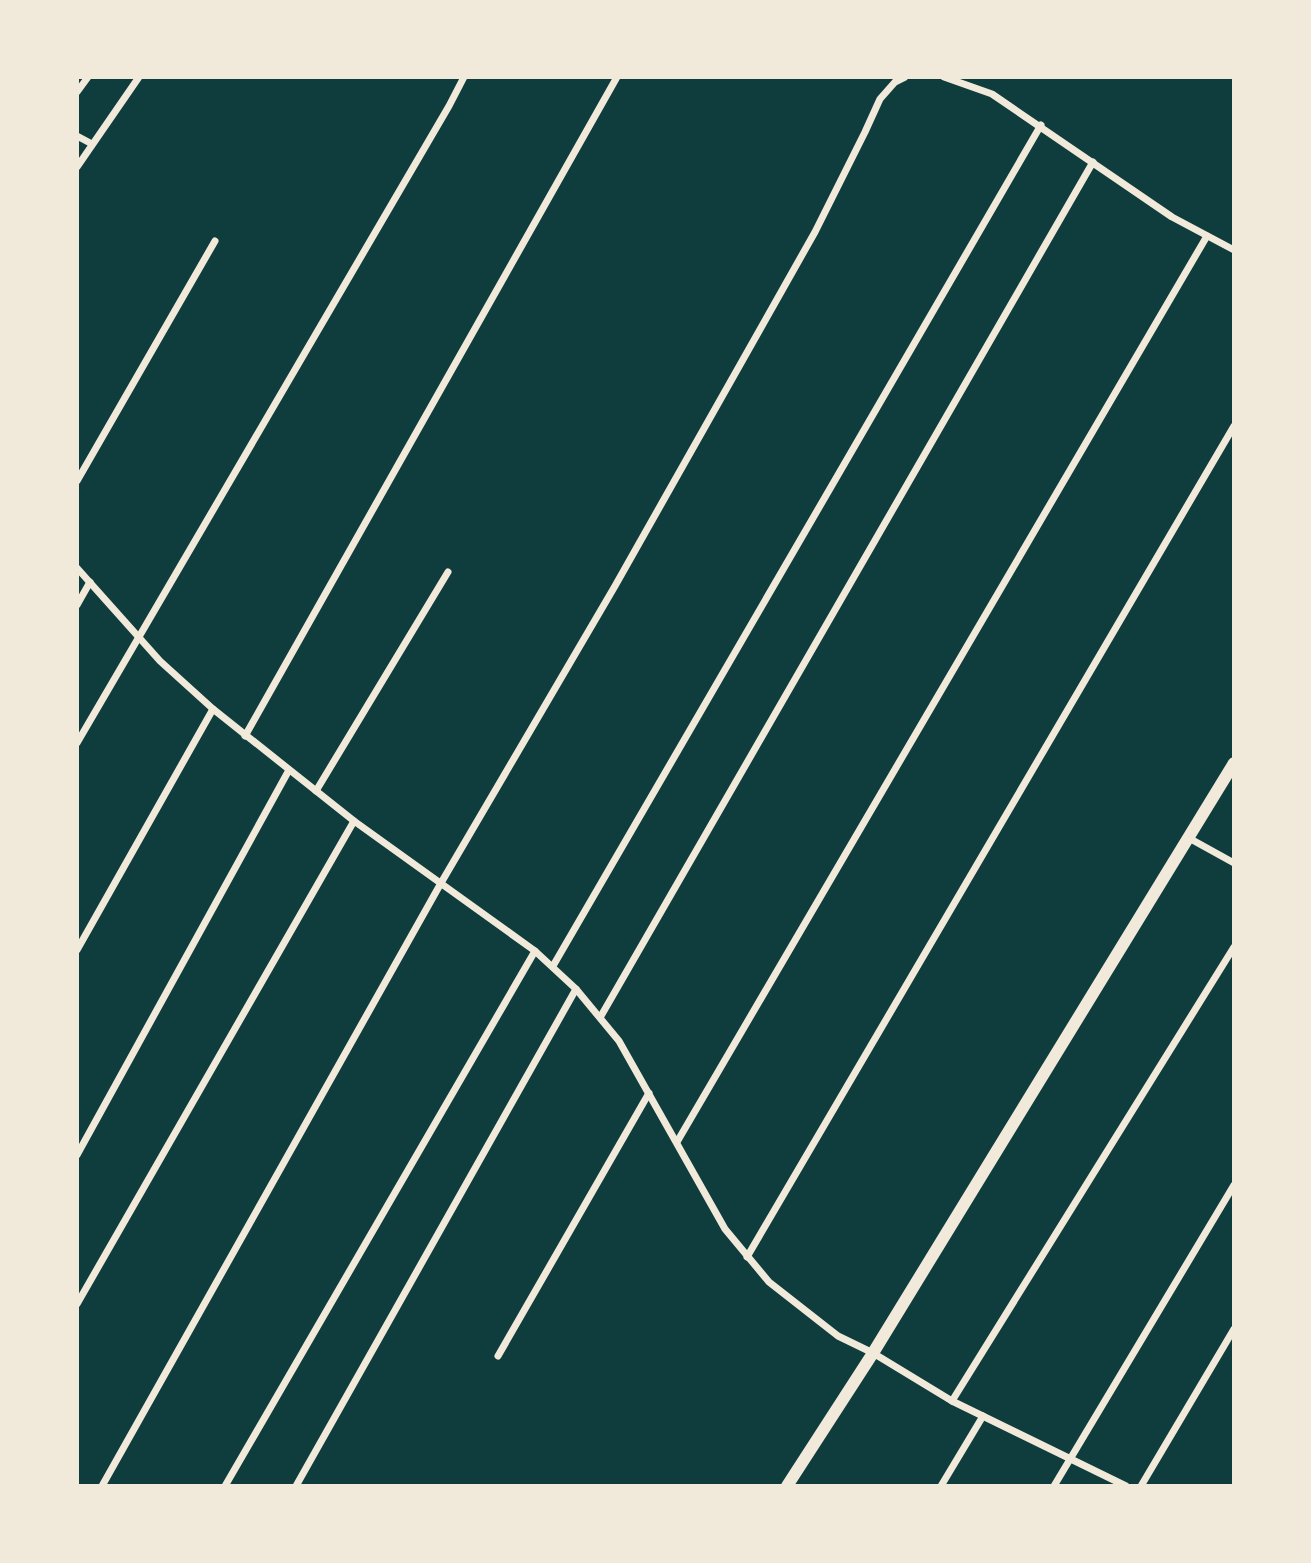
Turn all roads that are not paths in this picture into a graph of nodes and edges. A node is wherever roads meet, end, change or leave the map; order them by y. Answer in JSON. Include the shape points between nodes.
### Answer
{"nodes":[{"id":1,"x":88,"y":77,"type":"edge"},
{"id":2,"x":139,"y":77,"type":"edge"},
{"id":3,"x":464,"y":77,"type":"edge"},
{"id":4,"x":617,"y":77,"type":"edge"},
{"id":5,"x":905,"y":77,"type":"edge"},
{"id":6,"x":944,"y":77,"type":"edge"},
{"id":7,"x":77,"y":92,"type":"edge"},
{"id":8,"x":1041,"y":125,"type":"junction"},
{"id":9,"x":77,"y":136,"type":"edge"},
{"id":10,"x":92,"y":144,"type":"junction"},
{"id":11,"x":1093,"y":162,"type":"junction"},
{"id":12,"x":77,"y":167,"type":"edge"},
{"id":13,"x":1207,"y":236,"type":"junction"},
{"id":14,"x":215,"y":240,"type":"dead end"},
{"id":15,"x":1234,"y":250,"type":"edge"},
{"id":16,"x":1234,"y":426,"type":"edge"},
{"id":17,"x":77,"y":481,"type":"edge"},
{"id":18,"x":77,"y":568,"type":"edge"},
{"id":19,"x":448,"y":572,"type":"dead end"},
{"id":20,"x":90,"y":582,"type":"junction"},
{"id":21,"x":77,"y":605,"type":"edge"},
{"id":22,"x":138,"y":638,"type":"junction"},
{"id":23,"x":212,"y":709,"type":"junction"},
{"id":24,"x":245,"y":736,"type":"junction"},
{"id":25,"x":77,"y":743,"type":"edge"},
{"id":26,"x":1234,"y":763,"type":"edge"},
{"id":27,"x":289,"y":770,"type":"junction"},
{"id":28,"x":316,"y":791,"type":"junction"},
{"id":29,"x":354,"y":821,"type":"junction"},
{"id":30,"x":1187,"y":837,"type":"junction"},
{"id":31,"x":1234,"y":863,"type":"edge"},
{"id":32,"x":441,"y":883,"type":"junction"},
{"id":33,"x":1234,"y":947,"type":"edge"},
{"id":34,"x":77,"y":950,"type":"edge"},
{"id":35,"x":535,"y":951,"type":"junction"},
{"id":36,"x":553,"y":967,"type":"junction"},
{"id":37,"x":576,"y":989,"type":"junction"},
{"id":38,"x":601,"y":1016,"type":"junction"},
{"id":39,"x":649,"y":1093,"type":"junction"},
{"id":40,"x":677,"y":1142,"type":"junction"},
{"id":41,"x":77,"y":1155,"type":"edge"},
{"id":42,"x":1234,"y":1185,"type":"edge"},
{"id":43,"x":747,"y":1257,"type":"junction"},
{"id":44,"x":77,"y":1304,"type":"edge"},
{"id":45,"x":1234,"y":1329,"type":"edge"},
{"id":46,"x":873,"y":1353,"type":"junction"},
{"id":47,"x":498,"y":1356,"type":"dead end"},
{"id":48,"x":952,"y":1401,"type":"junction"},
{"id":49,"x":983,"y":1416,"type":"junction"},
{"id":50,"x":1070,"y":1459,"type":"junction"},
{"id":51,"x":102,"y":1486,"type":"edge"},
{"id":52,"x":225,"y":1486,"type":"edge"},
{"id":53,"x":296,"y":1486,"type":"edge"},
{"id":54,"x":786,"y":1486,"type":"edge"},
{"id":55,"x":941,"y":1486,"type":"edge"},
{"id":56,"x":1054,"y":1486,"type":"edge"},
{"id":57,"x":1126,"y":1486,"type":"edge"},
{"id":58,"x":1141,"y":1486,"type":"edge"}],
"edges":[{"from":1,"to":7,"type":"street"},
{"from":2,"to":10,"type":"street"},
{"from":3,"to":22,"type":"street"},
{"from":4,"to":24,"type":"street"},
{"from":5,"to":32,"type":"street","via":[[880,99],[815,232]]},
{"from":6,"to":8,"type":"street","via":[[992,94]]},
{"from":8,"to":11,"type":"street"},
{"from":8,"to":36,"type":"street"},
{"from":9,"to":10,"type":"street"},
{"from":10,"to":12,"type":"street"},
{"from":11,"to":13,"type":"street"},
{"from":11,"to":38,"type":"street"},
{"from":13,"to":15,"type":"street"},
{"from":13,"to":40,"type":"street"},
{"from":14,"to":17,"type":"street"},
{"from":16,"to":43,"type":"street"},
{"from":18,"to":20,"type":"street"},
{"from":19,"to":28,"type":"street"},
{"from":20,"to":21,"type":"street"},
{"from":20,"to":22,"type":"street"},
{"from":22,"to":23,"type":"street"},
{"from":22,"to":25,"type":"street"},
{"from":23,"to":24,"type":"street"},
{"from":23,"to":34,"type":"street"},
{"from":24,"to":27,"type":"street"},
{"from":26,"to":30,"type":"street"},
{"from":27,"to":28,"type":"street"},
{"from":27,"to":41,"type":"street"},
{"from":28,"to":29,"type":"street"},
{"from":29,"to":32,"type":"street"},
{"from":29,"to":44,"type":"street"},
{"from":30,"to":31,"type":"street"},
{"from":30,"to":46,"type":"street"},
{"from":32,"to":35,"type":"street"},
{"from":32,"to":51,"type":"street"},
{"from":33,"to":48,"type":"street"},
{"from":35,"to":36,"type":"street"},
{"from":35,"to":52,"type":"street"},
{"from":36,"to":37,"type":"street"},
{"from":37,"to":38,"type":"street"},
{"from":37,"to":53,"type":"street"},
{"from":38,"to":39,"type":"street"},
{"from":39,"to":40,"type":"street"},
{"from":39,"to":47,"type":"street"},
{"from":40,"to":43,"type":"street","via":[[725,1229]]},
{"from":42,"to":50,"type":"street"},
{"from":43,"to":46,"type":"street","via":[[769,1282],[838,1336]]},
{"from":45,"to":58,"type":"street"},
{"from":46,"to":48,"type":"street"},
{"from":46,"to":54,"type":"street"},
{"from":48,"to":49,"type":"street"},
{"from":49,"to":50,"type":"street"},
{"from":49,"to":55,"type":"street"},
{"from":50,"to":56,"type":"street"},
{"from":50,"to":57,"type":"street"}]}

▶ Exercise prompt: When a line in the material contains the string "nodes", copy that line.

▶ Result below:
Turn all roads that are not paths in this picture into a graph of nodes and edges. A node is wherever roads meet, end, change or leave the map; order them by y. Answer in JSON. Include the shape points between nodes.
{"nodes":[{"id":1,"x":88,"y":77,"type":"edge"},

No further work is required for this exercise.